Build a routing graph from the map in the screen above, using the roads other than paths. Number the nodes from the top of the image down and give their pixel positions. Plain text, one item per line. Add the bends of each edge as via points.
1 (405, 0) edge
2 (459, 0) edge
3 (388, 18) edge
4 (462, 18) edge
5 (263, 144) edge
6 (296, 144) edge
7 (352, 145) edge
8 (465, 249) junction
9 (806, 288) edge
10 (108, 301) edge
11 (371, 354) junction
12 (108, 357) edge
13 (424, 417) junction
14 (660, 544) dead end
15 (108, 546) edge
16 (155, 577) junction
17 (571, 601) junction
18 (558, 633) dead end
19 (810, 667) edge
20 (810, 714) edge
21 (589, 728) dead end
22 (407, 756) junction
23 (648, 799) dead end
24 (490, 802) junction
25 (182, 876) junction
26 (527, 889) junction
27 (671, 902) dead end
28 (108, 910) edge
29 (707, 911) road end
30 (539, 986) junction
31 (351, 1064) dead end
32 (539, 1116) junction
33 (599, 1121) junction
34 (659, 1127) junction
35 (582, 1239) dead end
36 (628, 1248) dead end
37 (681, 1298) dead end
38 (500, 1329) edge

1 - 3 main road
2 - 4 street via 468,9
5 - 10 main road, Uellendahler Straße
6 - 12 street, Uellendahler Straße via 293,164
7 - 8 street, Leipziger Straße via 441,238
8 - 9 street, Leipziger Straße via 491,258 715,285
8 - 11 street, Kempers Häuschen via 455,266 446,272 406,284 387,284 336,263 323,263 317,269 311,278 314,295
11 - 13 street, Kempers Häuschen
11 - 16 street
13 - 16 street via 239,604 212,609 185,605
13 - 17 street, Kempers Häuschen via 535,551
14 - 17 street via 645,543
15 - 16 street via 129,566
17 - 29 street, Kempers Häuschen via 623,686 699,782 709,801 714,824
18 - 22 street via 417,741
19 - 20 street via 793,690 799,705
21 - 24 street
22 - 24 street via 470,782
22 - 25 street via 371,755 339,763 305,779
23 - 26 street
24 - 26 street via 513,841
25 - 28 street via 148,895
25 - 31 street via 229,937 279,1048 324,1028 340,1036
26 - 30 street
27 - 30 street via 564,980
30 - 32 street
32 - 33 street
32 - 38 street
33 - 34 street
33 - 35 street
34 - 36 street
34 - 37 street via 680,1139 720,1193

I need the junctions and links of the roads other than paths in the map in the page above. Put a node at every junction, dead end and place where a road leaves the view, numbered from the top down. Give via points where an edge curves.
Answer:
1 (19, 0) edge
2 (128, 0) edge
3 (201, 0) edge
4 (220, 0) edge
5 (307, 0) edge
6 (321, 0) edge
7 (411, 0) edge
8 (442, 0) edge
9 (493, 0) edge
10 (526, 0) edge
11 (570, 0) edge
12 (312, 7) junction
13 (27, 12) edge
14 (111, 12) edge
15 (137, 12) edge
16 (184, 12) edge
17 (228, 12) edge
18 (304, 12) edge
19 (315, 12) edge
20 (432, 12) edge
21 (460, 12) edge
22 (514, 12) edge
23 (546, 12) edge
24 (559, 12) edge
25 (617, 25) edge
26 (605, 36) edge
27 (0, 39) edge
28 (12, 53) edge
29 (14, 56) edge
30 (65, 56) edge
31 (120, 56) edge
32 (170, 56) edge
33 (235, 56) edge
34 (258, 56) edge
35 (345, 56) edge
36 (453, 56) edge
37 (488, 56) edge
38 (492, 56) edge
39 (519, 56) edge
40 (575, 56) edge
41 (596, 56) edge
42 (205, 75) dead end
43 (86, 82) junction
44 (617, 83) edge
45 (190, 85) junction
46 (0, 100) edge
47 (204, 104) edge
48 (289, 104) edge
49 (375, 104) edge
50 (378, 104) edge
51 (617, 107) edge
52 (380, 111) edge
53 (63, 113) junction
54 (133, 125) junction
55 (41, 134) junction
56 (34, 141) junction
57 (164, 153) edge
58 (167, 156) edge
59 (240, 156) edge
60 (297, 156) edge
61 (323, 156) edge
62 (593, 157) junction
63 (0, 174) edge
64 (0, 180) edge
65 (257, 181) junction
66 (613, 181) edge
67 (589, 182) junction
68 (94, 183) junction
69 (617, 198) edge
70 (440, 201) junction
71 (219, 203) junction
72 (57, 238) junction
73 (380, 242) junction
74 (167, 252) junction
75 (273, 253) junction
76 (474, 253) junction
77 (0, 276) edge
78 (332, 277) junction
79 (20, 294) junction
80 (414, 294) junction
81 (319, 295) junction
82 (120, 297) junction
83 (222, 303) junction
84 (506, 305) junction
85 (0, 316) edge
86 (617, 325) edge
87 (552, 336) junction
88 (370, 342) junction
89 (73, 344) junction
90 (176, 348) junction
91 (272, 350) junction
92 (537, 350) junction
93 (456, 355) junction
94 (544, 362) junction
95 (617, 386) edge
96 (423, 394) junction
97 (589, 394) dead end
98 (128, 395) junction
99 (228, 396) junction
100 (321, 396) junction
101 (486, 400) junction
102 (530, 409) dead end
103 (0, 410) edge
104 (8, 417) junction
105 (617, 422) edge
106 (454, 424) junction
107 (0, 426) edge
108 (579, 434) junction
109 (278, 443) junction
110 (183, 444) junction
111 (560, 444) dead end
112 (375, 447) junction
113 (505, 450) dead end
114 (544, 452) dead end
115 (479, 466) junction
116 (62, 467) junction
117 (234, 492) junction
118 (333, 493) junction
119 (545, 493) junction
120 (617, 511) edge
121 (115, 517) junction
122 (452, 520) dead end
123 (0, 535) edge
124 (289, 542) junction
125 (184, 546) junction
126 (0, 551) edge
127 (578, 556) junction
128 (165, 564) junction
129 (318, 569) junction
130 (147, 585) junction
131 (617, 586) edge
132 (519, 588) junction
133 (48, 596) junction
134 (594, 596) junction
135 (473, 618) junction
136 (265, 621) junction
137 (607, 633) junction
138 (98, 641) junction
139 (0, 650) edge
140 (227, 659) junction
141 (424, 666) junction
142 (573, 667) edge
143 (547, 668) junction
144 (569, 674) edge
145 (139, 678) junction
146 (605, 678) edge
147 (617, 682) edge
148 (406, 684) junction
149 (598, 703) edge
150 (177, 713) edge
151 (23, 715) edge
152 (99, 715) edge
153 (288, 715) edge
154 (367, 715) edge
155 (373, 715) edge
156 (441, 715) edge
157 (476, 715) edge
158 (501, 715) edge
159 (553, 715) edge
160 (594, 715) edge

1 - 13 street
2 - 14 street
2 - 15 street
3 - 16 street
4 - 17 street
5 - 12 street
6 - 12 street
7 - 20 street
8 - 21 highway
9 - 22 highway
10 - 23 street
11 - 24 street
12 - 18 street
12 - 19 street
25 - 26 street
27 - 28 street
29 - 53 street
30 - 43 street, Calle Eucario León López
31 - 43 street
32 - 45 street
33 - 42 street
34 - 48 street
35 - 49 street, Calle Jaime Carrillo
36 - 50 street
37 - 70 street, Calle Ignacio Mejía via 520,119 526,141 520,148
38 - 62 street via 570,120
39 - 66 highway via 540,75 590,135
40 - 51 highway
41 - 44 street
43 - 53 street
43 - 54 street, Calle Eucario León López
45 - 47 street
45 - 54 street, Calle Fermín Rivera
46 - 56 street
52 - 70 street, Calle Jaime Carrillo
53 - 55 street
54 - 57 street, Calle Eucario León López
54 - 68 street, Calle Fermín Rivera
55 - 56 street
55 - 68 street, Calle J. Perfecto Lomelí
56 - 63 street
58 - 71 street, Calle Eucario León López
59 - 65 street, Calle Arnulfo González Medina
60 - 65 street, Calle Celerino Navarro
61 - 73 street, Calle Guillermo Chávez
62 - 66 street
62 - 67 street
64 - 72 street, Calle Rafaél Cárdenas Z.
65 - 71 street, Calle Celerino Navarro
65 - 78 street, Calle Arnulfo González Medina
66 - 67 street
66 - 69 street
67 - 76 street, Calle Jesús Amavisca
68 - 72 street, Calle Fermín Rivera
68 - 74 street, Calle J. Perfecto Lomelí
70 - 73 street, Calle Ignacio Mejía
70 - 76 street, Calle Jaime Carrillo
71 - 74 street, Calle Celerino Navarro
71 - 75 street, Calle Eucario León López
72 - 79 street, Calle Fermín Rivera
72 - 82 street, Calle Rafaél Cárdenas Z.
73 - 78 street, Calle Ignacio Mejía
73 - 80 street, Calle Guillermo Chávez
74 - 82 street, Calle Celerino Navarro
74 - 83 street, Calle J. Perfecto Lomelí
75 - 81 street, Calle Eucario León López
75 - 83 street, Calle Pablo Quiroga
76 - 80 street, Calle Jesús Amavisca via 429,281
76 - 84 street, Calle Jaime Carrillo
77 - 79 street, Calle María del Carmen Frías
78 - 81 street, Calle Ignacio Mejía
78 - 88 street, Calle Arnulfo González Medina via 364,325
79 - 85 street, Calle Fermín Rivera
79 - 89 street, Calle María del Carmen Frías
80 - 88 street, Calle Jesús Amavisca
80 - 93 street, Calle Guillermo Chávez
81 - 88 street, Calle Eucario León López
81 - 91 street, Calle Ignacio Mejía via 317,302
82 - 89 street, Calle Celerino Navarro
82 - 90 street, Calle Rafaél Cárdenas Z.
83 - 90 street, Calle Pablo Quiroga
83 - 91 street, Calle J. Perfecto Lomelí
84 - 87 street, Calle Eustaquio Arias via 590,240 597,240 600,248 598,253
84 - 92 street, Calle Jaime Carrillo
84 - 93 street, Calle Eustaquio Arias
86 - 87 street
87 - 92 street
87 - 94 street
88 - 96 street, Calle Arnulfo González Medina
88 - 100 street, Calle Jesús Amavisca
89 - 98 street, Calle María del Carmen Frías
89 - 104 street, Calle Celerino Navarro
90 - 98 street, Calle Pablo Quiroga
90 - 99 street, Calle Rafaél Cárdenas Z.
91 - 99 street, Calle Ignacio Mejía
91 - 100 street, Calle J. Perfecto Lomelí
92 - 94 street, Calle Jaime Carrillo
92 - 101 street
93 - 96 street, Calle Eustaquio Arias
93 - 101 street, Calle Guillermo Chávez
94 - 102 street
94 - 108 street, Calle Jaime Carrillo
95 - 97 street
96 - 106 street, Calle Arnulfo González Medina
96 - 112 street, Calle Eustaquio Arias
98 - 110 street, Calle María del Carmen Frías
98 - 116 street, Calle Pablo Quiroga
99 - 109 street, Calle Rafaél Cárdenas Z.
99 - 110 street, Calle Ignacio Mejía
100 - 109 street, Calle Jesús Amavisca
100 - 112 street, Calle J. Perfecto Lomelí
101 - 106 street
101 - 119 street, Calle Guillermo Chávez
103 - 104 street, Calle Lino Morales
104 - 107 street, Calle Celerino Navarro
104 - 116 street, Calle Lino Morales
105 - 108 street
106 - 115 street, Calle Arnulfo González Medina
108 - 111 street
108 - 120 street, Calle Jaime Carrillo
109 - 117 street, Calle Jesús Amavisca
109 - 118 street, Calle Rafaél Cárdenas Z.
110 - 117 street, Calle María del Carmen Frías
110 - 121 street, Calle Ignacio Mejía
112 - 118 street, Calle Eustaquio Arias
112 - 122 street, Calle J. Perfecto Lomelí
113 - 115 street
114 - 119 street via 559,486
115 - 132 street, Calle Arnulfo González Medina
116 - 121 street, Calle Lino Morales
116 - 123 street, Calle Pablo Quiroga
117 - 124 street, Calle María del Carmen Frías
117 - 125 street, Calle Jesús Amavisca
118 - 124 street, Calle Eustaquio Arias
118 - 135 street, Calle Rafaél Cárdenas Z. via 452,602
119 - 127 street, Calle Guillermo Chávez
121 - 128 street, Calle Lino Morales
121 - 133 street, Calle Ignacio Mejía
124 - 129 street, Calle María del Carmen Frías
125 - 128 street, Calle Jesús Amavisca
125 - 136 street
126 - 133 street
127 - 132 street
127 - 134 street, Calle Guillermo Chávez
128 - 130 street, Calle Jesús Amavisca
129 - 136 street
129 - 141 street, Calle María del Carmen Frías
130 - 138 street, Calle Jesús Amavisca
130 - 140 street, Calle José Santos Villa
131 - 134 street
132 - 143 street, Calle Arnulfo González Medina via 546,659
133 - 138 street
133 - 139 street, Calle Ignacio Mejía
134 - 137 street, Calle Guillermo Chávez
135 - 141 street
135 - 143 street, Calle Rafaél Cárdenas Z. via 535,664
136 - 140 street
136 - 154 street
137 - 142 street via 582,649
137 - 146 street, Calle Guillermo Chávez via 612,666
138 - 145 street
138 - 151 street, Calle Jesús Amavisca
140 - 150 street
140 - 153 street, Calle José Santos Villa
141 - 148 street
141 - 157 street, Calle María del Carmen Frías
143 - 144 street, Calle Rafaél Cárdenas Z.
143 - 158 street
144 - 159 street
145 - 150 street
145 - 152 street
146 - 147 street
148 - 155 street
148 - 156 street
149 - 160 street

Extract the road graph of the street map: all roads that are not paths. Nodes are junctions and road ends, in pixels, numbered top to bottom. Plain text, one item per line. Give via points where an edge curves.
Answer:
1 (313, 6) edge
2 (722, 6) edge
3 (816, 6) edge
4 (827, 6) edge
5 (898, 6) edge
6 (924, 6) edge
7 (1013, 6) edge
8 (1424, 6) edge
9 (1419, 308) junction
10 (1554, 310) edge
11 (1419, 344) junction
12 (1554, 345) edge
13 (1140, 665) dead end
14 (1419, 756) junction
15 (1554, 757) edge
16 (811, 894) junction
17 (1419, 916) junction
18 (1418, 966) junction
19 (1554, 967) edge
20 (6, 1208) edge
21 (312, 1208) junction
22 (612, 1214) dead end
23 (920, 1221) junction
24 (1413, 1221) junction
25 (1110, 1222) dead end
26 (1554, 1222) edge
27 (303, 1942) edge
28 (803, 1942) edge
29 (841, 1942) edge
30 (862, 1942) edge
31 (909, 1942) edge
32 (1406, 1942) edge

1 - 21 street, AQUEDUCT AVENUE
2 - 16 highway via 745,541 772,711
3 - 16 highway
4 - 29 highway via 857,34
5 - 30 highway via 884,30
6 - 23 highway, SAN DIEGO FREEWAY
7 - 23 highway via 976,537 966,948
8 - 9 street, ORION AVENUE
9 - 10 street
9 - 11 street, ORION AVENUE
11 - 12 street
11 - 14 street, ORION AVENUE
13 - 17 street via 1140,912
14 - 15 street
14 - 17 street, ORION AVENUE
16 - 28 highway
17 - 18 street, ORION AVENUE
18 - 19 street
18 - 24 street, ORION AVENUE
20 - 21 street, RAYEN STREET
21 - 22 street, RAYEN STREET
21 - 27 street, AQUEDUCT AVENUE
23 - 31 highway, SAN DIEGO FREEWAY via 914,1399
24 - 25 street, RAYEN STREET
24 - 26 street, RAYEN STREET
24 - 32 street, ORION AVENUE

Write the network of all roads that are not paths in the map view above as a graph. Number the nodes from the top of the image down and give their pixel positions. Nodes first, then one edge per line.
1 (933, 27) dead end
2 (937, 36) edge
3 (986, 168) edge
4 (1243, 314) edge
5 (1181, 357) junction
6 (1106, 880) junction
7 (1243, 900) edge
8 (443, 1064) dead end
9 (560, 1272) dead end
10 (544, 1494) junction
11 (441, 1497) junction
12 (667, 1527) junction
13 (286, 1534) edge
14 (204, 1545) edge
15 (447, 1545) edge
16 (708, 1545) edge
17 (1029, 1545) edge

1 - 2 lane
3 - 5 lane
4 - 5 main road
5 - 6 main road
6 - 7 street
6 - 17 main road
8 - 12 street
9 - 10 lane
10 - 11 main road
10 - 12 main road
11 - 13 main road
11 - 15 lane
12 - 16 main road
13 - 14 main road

################

§ **What you have to do**: Search the listing for the word "Häuschen". Copy every line in which it occurs.

§ **Your response**:
8 - 11 street, Kempers Häuschen via 455,266 446,272 406,284 387,284 336,263 323,263 317,269 311,278 314,295
11 - 13 street, Kempers Häuschen
13 - 17 street, Kempers Häuschen via 535,551
17 - 29 street, Kempers Häuschen via 623,686 699,782 709,801 714,824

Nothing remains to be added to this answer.